TANAMI (Tracking Active Galactic Nuclei with Austral Milliarcsecond Interferometry) is a multiwavelength program to monitor relativistic jets in active galactic nuclei of the Southern Sky. This program has been monitoring Centaurus A with VLBI at centimeter-wavelengths since the mid 2000s. The TANAMI array consists of nine radio telescopes located on four continents observing at wavelengths of 4 cm and 1.3 cm.
The following thirty-four researchers affiliated to MPIfR are co-authors of the paper (listed in order of appearance): Michael Janßen, Eduardo Ros, Thomas Krichbaum, Jun Liu, Cornelia Müller, Walter Alef, Rebecca Azulay, Anne-Kathrin Baczko, Silke Britzen, Ralph P. Eatough, Ramesh Karuppusamy, Dong-Jin Kim, Jae-Young Kim, Michael Kramer, Rocco Lico, Kuo Liu, Andrei P. Lobanov, Ru-Sen Lu, Nichola Marchili, Karl M. Menten, Nicholas R. MacDonald, Aristeidis Noutsos, Gisela N. Ortiz-León, Felix M. Pötzl, Helge Rottmann, Alan L. Roy, Tuomas Savolainen, Lijing Shao, Pablo Torné, Efthalia Traianou, Jan Wagner, Norbert Wex, Robert Wharton, and J. Anton Zensus.
Detailed description of Fig. 1: Distance scales uncovered in the Centaurus A jet. The top left image shows how the jet disperses into gas clouds that emit radio waves, captured by the Australia Telescope Compact Array (ATCA) and Parkes observatories. The top right panel displays a color composite image, with a 40x zoom compared to the first panel to match the size of the galaxy itself. Submillimeter emission from the jet and dust in the galaxy measured by the LABOCA/APEX instrument is shown in orange. X-ray emission from the jet measured by the Chandra spacecraft is shown in blue. Visible white light from the stars in the galaxy has been captured by the MPG/ESO 2.2-metre telescope. The next panel below shows a 165 000x zoom image of the inner radio jet obtained with the TANAMI telescopes.

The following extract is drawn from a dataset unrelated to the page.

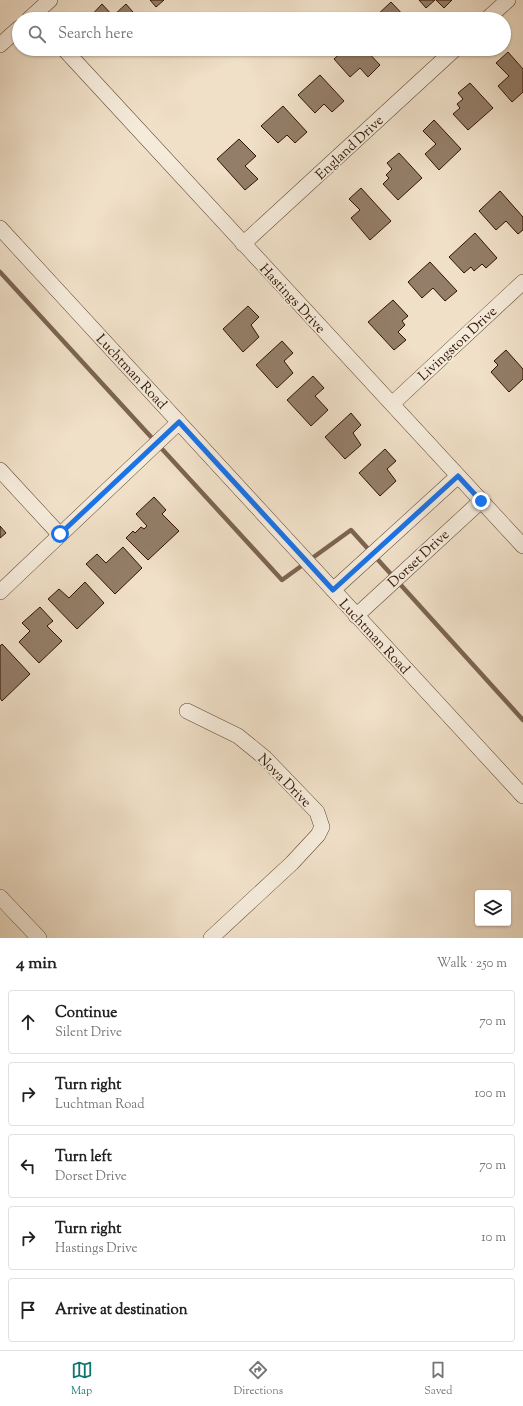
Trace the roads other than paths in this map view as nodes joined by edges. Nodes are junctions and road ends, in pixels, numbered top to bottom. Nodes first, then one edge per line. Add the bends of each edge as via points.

The bottom panel depicts the new highest resolution image of the jet launching region obtained with the EHT at millimeter wavelengths with a 60 000 000x zoom in telescope resolution. Indicated scale bars are shown in light years and light days. One light year is equal to the distance that light travels within one year: about nine trillion kilometers. In comparison, the distance to the nearest-known star from our Sun is approximately four light years. One light day is equal to the distance that light travels within one day: about six times the distance between the Sun and Neptune.